También recuerdo la voz tímida de otra mujer que explicaba como fue su boda: con 12 años ataron un extremo de su sari al de su marido y ella dio 7 vueltas a su alrededor como marca la tradición. Estaba aterrorizada y no quería quedarse a solas con él. Contaba como parió meses después sin saber que estaba embarazada. A ella nadie le había contado todo aquello. También hay una historia que me encanta: varias mujeres supieron que el marido de su compañera de cooperativa la estaba maltratando. Fueron a buscarle y le dijeron que si se sentía tan fuerte se enfrentara a todas a la vez. Aquella mujer se sintió arropada y abandonó a aquel tipo. Ya tenía un trabajo en la cooperativa y había conseguido lo más importante: sentirse fuerte, capaz, rodeada y acompañada. Esa potencia del grupo y ese amor me hacen creer que casi todo es posible.

—¿Se considera una persona diferente tras haber regresado?

—Absolutamente no. Supongo que no he hecho nada tan grande ni importante... Mi labor y mi compromiso es contar historias y es lo único que he hecho. Al volver sentía que tenía mucho que aprender de mujeres tan poderosas, valientes, fuertes y alegres... Aprendí mucho, eso sí.

—¿Qué nos pueden enseñar las gentes de los países en vías de desarrollo que aquí hemos abandonado hace tiempo?

—El sentido de comunidad que se respira allí es maravilloso. Creo que podemos aprender de estas barriadas, en este caso, ese sentido de comunidad, esa vuelta al pueblo, al barrio y a la vecindad. La capacidad de luchar de forma colectiva es bastante más potente que la que vemos diluirse en las sociedades occidentales, cada vez más individuales donde apenas sabemos quién es nuestra vecina de al lado. Ojo, creo que hay muchas cosas positivas en nuestras sociedades. No soy hiperpesimista ni creo que todo esté perdido pero sí me apena ver cierta desmovilización de la sociedad civil con respecto a las cosas que importan desde mi punto de vista, como los derechos al trabajo, la vivienda, la salud, la educación y la igualdad.

—Encontró allí la humanidad que nos falta aquí...

—Bueno, hay humanidad en todas partes solo que aquí estamos tan ocupadas en obtener todas esas necesidades creadas por la sociedad de consumo que se nos olvida que también en nuestro entorno hay personas que necesitan de nuestro compromiso. Supongo que es un mal global aquello del pensamiento individualista y cortoplacista.
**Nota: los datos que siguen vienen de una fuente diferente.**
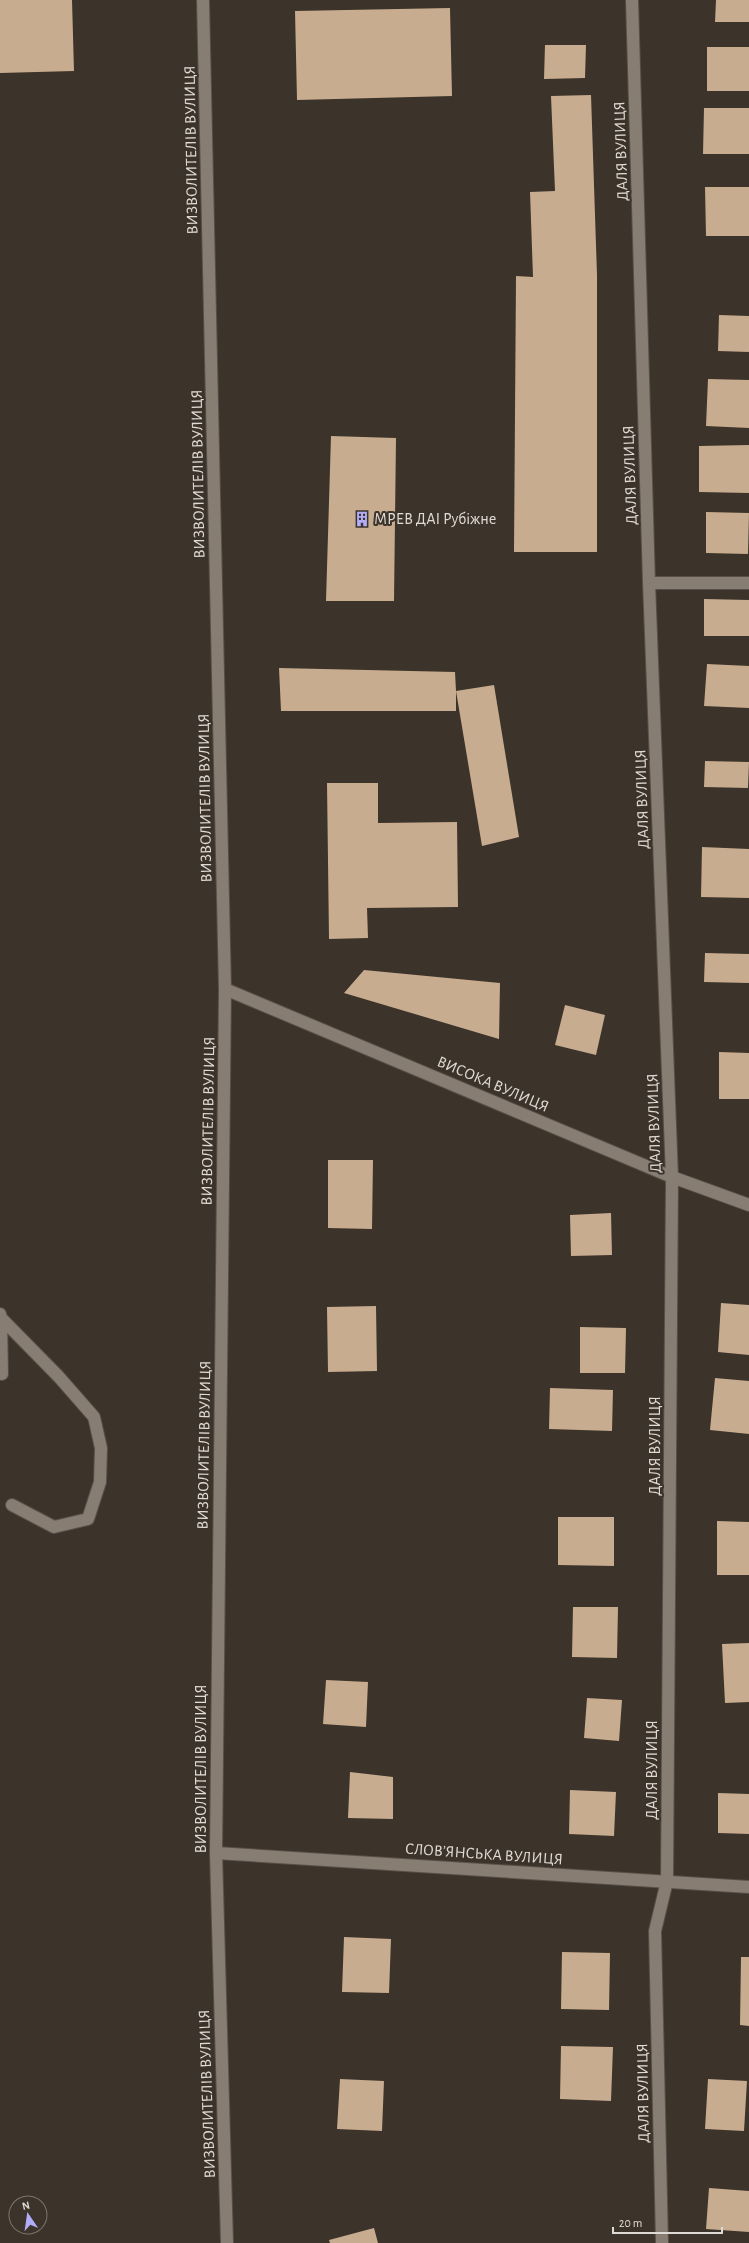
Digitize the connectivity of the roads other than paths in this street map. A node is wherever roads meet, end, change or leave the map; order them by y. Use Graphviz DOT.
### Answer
graph roads {
  1 [pos="204,0"];
  2 [pos="632,0"];
  3 [pos="650,583"];
  4 [pos="749,583"];
  5 [pos="225,988"];
  6 [pos="672,1177"];
  7 [pos="749,1205"];
  8 [pos="1,1316"];
  9 [pos="2,1374"];
  10 [pos="12,1505"];
  11 [pos="216,1853"];
  12 [pos="667,1881"];
  13 [pos="749,1887"];
  14 [pos="227,2243"];
  15 [pos="662,2243"];
  1 -- 5 [label="street, ВИЗВОЛИТЕЛІВ ВУЛИЦЯ"];
  2 -- 3 [label="street, ДАЛЯ ВУЛИЦЯ"];
  3 -- 4 [label="street"];
  3 -- 6 [label="street, ДАЛЯ ВУЛИЦЯ"];
  5 -- 6 [label="street, ВИСОКА ВУЛИЦЯ"];
  5 -- 11 [label="street, ВИЗВОЛИТЕЛІВ ВУЛИЦЯ"];
  6 -- 7 [label="street, ВИСОКА ВУЛИЦЯ"];
  6 -- 12 [label="street, ДАЛЯ ВУЛИЦЯ"];
  8 -- 9 [label="street"];
  8 -- 10 [label="street"];
  11 -- 12 [label="street, СЛОВ’ЯНСЬКА ВУЛИЦЯ"];
  11 -- 14 [label="street, ВИЗВОЛИТЕЛІВ ВУЛИЦЯ"];
  12 -- 13 [label="street, СЛОВ’ЯНСЬКА ВУЛИЦЯ"];
  12 -- 15 [label="street, ДАЛЯ ВУЛИЦЯ"];
}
Aquí, con toda la información que tenemos, no entiendo que no estemos llenando las calles exigiendo a nuestros gobiernos que pongan freno al cambio climático (nos va el planeta en ello), exigiendo el fin del hambre (que es posible y urgente), que se escuche a las personas refugiadas, que la salud y la educación estén garantizadas... Quiero decir, contamos con la información y las herramientas para exigir a nuestros gobiernos un cambio de rumbo y, sin embargo, no lo hacemos o no lo hacemos todo lo que deberíamos. En la India hay gente con humanidad y también hay gente que explota a personas para producir ingentes cantidades de prendas que se venden en tiendas low cost aquí... Exactamente igual que sucede en España pero a otros niveles y con otros excesos. Lo peor y lo mejor de las personas no tiene demasiadas fronteras y está, por suerte y por desgracia, en todas partes. En La revolución de las agujas lo que cuento es cómo es posible ser ‘rentable’ teniendo en cuenta los derechos humanos y poniendo a las personas en el centro del paradigma. Creative Handicrafts es una cooperativa que vende en muchos países y es de ellas, de las mujeres que cosen.
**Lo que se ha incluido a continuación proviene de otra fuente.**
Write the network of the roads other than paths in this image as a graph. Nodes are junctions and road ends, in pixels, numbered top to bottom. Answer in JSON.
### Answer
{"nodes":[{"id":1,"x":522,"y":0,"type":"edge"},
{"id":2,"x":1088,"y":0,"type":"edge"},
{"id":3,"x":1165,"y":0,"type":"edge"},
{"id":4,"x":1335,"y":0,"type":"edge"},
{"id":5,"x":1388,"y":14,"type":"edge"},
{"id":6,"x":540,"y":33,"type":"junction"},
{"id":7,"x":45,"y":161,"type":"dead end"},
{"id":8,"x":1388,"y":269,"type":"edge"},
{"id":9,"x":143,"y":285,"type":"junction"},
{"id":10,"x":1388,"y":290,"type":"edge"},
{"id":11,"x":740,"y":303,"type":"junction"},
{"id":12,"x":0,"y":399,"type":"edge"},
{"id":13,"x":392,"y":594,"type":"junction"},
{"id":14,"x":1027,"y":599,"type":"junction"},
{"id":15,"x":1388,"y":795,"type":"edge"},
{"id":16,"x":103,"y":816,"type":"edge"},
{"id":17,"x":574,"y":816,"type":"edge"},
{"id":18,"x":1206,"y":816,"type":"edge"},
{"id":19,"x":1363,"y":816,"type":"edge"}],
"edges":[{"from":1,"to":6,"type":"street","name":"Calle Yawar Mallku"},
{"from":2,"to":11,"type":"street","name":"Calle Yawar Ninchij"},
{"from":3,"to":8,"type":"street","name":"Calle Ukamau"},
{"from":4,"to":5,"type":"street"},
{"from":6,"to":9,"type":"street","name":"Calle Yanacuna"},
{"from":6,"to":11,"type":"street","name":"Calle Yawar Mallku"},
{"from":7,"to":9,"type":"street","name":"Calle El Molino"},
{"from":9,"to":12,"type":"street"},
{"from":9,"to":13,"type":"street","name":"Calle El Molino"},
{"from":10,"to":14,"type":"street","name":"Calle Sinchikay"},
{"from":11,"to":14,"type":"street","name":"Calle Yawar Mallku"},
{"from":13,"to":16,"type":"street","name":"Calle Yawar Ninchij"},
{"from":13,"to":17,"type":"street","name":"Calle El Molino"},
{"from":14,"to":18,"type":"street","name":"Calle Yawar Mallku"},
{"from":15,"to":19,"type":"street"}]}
—En su monumental ‘El Hambre’, Martín Caparrós nos muestra las diversas y complejas facetas de este problema universal... ¿Qué cree que puede hacer el ciudadano de a pie para cambiar un poco el estado de cosas? ¿O en realidad no puede hacer nada o casi nada?

—Se puede hacer mucho. Como personas consumidoras tenemos una gran fuerza porque elegimos un producto, pero también elegimos lo que hay detrás (derechos, condiciones laborales, condiciones de igualdad de la empresa, huella ecológica...). Supongo que hay quien piensa que todo está perdido pero... ¿qué sería de la humanidad si las personas que han hecho posible la jornada de ocho horas, la abolición de la esclavitud, el voto para las mujeres o los derechos de la comunidad LGTB hubieran pensado que todo estaba perdido? No tengo certezas pero sospecho que el mundo se puede cambiar de muchas maneras y una es alzando la voz, otra votando, otra protestando, otra creando, otra viviendo de una manera diversa, otra desobedeciendo... Cada persona que encuentre la suya, desde lo local, desde las elecciones más pequeñas del día a día.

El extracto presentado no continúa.